Friendship and concepts
We have already posted and explored the concepts of friendship in Aristotle for pleasure, for interest and true friendships, we also highlight the difference between the partner and the neighbor (Paul Ricoeur’s text) where in the first case there is only interest and once the friendship is over closes or diminishes.
What we want to explore a little bit now is what it means in an individualistic world and where interest reigns, what is the concepts of friendship and friend.
In another perspective, in which Deleuze and Guattari go so far as to say that the friend and friendship are “absent” concerns in philosophical thought, and the book “A friendship de Maurice Blachot” is mentioned as a rare exception, but there is already at the base of this discourse a clear distinction between friend and friendship.
So the philosopher is a “friend” of wisdom (philos-friend and sophia-wisdom), but there is a compulsory obligation due to “friendship” being the object of this relationship, and thus only these friends could participate in the friendship, that is, there is a requirement of wisdom.
The basis of this concept is in the “gaze” of a so-called “sage”, so they are concepts within each one, they are the eyes or look of each one on another person, but this look is a sensation that does not come from the eyes of the senses or of personal feelings, so they are a nobody’s gaze, a demand for observation, a selfie that must be seen by another.
But how can you be a friend while being nobody? This question makes more sense when it comes to a dimension in a highly differentiable plane, and thus it can be seen in certain historical, political and even religious contexts, where each thinker is taken individually as having a “look” of sage, or of pretended wisdom.
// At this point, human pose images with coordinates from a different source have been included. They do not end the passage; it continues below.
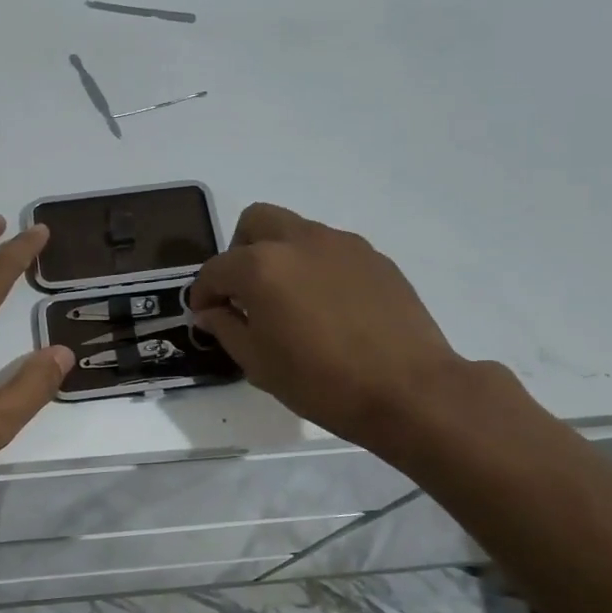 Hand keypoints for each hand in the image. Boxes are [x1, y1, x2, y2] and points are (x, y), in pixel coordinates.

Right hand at [188, 203, 473, 451]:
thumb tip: (210, 311)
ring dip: (279, 256)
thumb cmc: (320, 382)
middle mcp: (299, 241)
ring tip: (289, 301)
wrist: (408, 390)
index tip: (204, 313)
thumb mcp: (257, 363)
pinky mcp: (374, 257)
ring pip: (296, 231)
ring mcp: (341, 244)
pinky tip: (327, 307)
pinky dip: (315, 267)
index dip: (203, 292)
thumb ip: (225, 327)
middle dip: (239, 251)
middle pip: (255, 222)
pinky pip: (330, 250)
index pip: (216, 268)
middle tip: (243, 291)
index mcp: (261, 266) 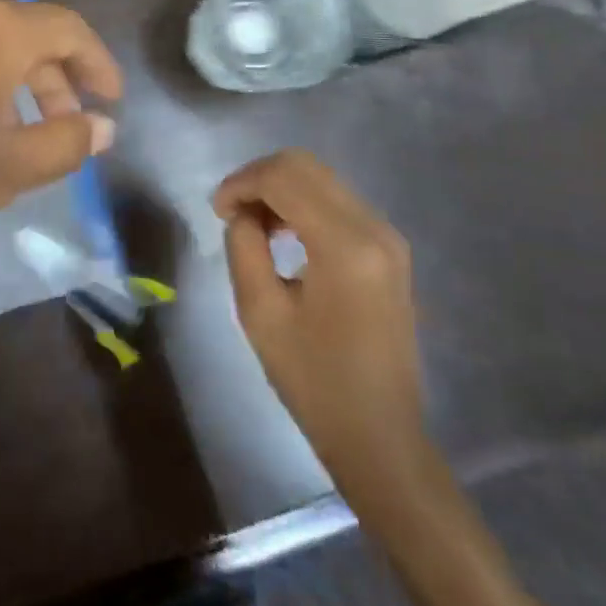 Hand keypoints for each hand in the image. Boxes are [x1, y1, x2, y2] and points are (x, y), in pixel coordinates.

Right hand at [213, 150, 423, 475]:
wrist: (382, 439)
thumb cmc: (316, 383)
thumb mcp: (261, 314)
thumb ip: (244, 247)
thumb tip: (243, 213)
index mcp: (345, 245)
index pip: (284, 177)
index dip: (241, 182)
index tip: (216, 211)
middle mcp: (374, 227)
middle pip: (305, 166)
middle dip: (259, 178)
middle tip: (231, 211)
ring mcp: (388, 236)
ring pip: (322, 179)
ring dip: (281, 189)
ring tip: (253, 225)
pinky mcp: (389, 249)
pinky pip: (338, 202)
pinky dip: (303, 204)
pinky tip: (283, 234) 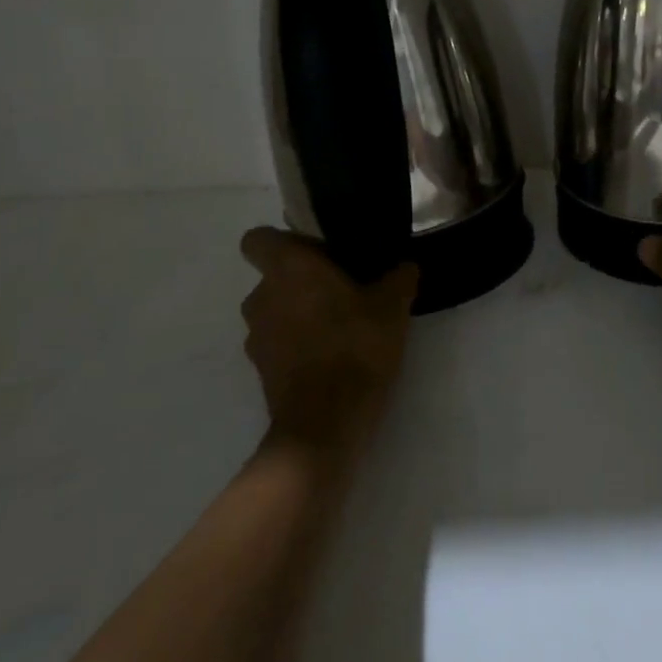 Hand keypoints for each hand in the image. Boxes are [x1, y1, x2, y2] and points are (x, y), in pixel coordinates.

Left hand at [239, 228, 417, 457]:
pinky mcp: (261, 371)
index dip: (284, 241)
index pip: (258, 239)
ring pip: (276, 311)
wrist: (326, 423)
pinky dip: (298, 344)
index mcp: (288, 269)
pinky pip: (279, 343)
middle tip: (344, 289)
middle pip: (274, 276)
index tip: (316, 251)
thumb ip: (399, 277)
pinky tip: (333, 355)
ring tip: (341, 325)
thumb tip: (404, 266)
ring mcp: (257, 337)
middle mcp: (262, 296)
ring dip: (299, 314)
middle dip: (303, 280)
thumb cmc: (355, 346)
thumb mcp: (393, 305) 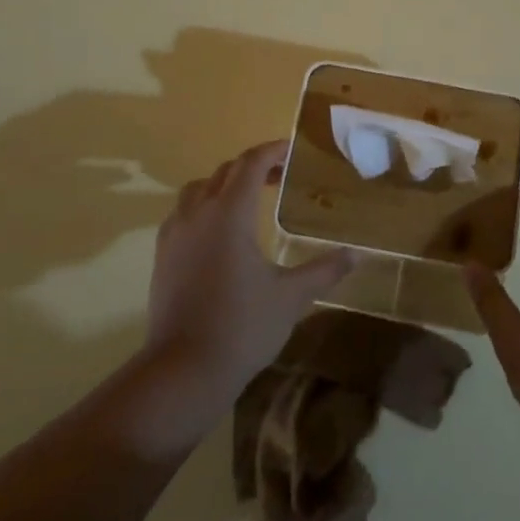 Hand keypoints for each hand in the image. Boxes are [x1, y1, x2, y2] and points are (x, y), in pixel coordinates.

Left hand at [142, 141, 355, 401]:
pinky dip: (204, 206)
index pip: (250, 164)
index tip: (293, 150)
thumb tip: (357, 254)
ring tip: (250, 199)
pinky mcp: (162, 256)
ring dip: (225, 183)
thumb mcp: (291, 297)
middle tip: (281, 175)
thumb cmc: (243, 327)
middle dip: (254, 166)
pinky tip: (220, 232)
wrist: (184, 370)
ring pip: (198, 189)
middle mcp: (198, 213)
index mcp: (230, 213)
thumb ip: (325, 270)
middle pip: (225, 171)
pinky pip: (183, 213)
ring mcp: (174, 234)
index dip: (272, 151) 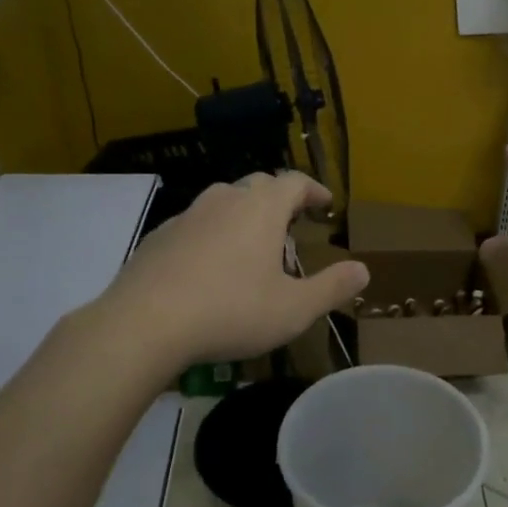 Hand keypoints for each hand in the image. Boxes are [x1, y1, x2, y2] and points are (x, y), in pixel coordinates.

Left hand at [87, 172, 368, 371]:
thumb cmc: (231, 311)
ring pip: (224, 202)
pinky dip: (212, 235)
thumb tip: (363, 269)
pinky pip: (195, 225)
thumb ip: (332, 287)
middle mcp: (225, 200)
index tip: (324, 205)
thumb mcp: (294, 309)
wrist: (144, 324)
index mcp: (261, 208)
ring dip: (244, 215)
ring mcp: (187, 216)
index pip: (294, 182)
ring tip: (252, 246)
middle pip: (258, 185)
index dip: (313, 191)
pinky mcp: (159, 237)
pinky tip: (209, 267)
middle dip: (279, 200)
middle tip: (291, 225) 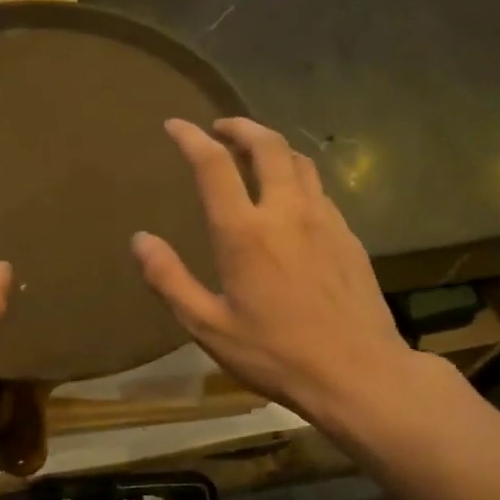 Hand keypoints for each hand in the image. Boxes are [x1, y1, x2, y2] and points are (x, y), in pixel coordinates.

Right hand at [132, 118, 415, 434]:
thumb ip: (169, 280)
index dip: (191, 138)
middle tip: (220, 128)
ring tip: (253, 153)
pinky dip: (296, 176)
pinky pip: (318, 188)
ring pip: (299, 161)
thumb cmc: (275, 354)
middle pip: (267, 145)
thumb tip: (140, 240)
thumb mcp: (208, 326)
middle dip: (240, 127)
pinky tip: (290, 197)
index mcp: (245, 232)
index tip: (175, 125)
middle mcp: (287, 212)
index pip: (213, 165)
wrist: (358, 373)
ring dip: (272, 146)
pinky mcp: (348, 236)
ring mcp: (325, 220) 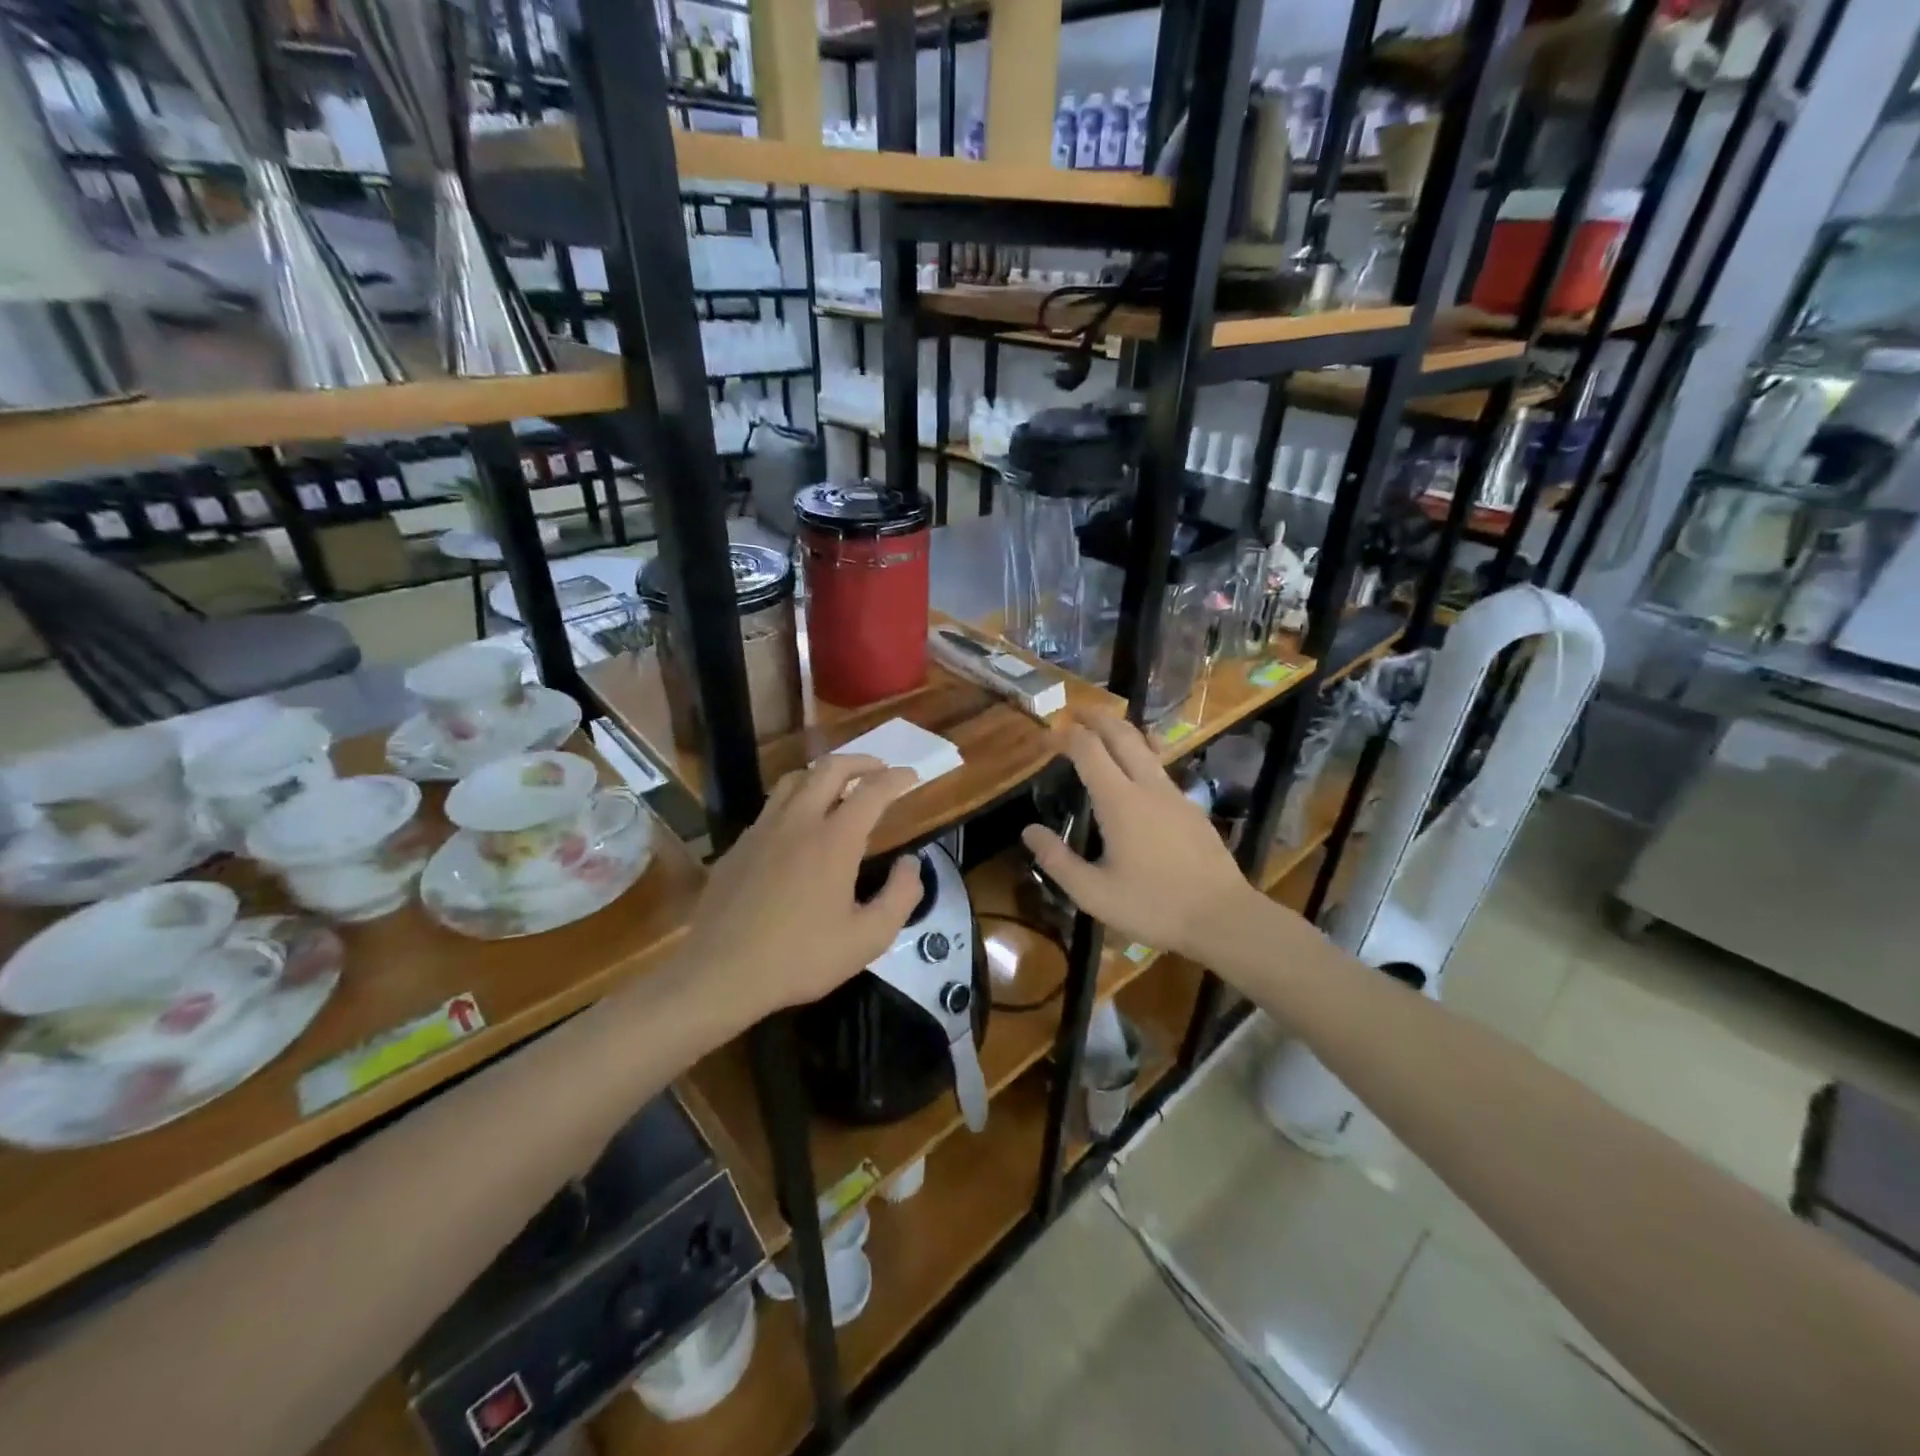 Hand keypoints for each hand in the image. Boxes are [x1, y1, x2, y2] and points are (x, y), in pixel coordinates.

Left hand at [673, 754, 923, 1024]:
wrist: (720, 973)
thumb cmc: (801, 958)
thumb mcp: (867, 939)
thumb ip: (900, 896)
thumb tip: (910, 863)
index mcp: (834, 840)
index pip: (872, 791)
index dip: (896, 778)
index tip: (912, 776)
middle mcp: (798, 822)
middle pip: (830, 768)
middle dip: (861, 761)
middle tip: (880, 770)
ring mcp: (762, 830)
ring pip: (795, 779)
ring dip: (824, 774)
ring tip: (840, 786)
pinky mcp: (738, 846)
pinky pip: (772, 807)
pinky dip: (796, 800)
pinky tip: (799, 826)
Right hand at [1022, 713, 1255, 960]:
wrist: (1222, 917)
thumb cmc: (1152, 906)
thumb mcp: (1093, 893)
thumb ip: (1057, 860)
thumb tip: (1028, 831)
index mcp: (1120, 801)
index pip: (1088, 750)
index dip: (1064, 736)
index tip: (1046, 736)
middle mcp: (1147, 786)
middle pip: (1121, 734)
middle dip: (1096, 716)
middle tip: (1074, 710)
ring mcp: (1174, 794)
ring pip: (1145, 746)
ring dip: (1120, 730)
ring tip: (1103, 729)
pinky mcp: (1191, 807)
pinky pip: (1160, 767)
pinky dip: (1140, 754)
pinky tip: (1137, 770) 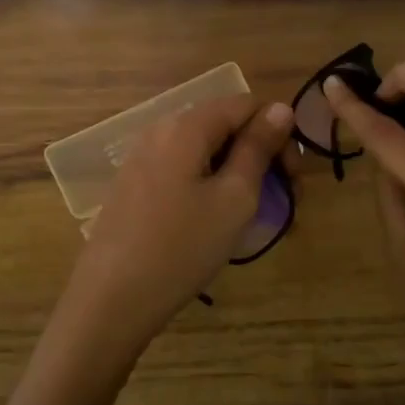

One can illustrate with Guattari and Deleuze himself, and thus we can divide friendship into concepts of different contexts: the Greek, the Nietzschean, the Heideggerian and the Focaultian.
Such an inquiry aims to explore the territory of friendship as a concept, because if, as we said, it is a highly differentiable dimension or plane, then it can be detected in certain historical periods or even in each thinker taken individually. We will then try to define and illustrate, from the elements that we have just lent to Deleuze and Guattari, in a way appropriate to the extension of this article, four types of friendship of the concept, the Greek, the Nietzschean, the Heideggerian and the Foucaultian, but it’s just a rhetorical exercise.
It can be worthwhile as an exercise in thought, friendship is simple and there can be, and there are, among simple people with little book culture, and there may not be among “cults”.
I venture to say that there is more true friendship between simple people, than Heidegger says in his Forest Path in which he lives with very simple people.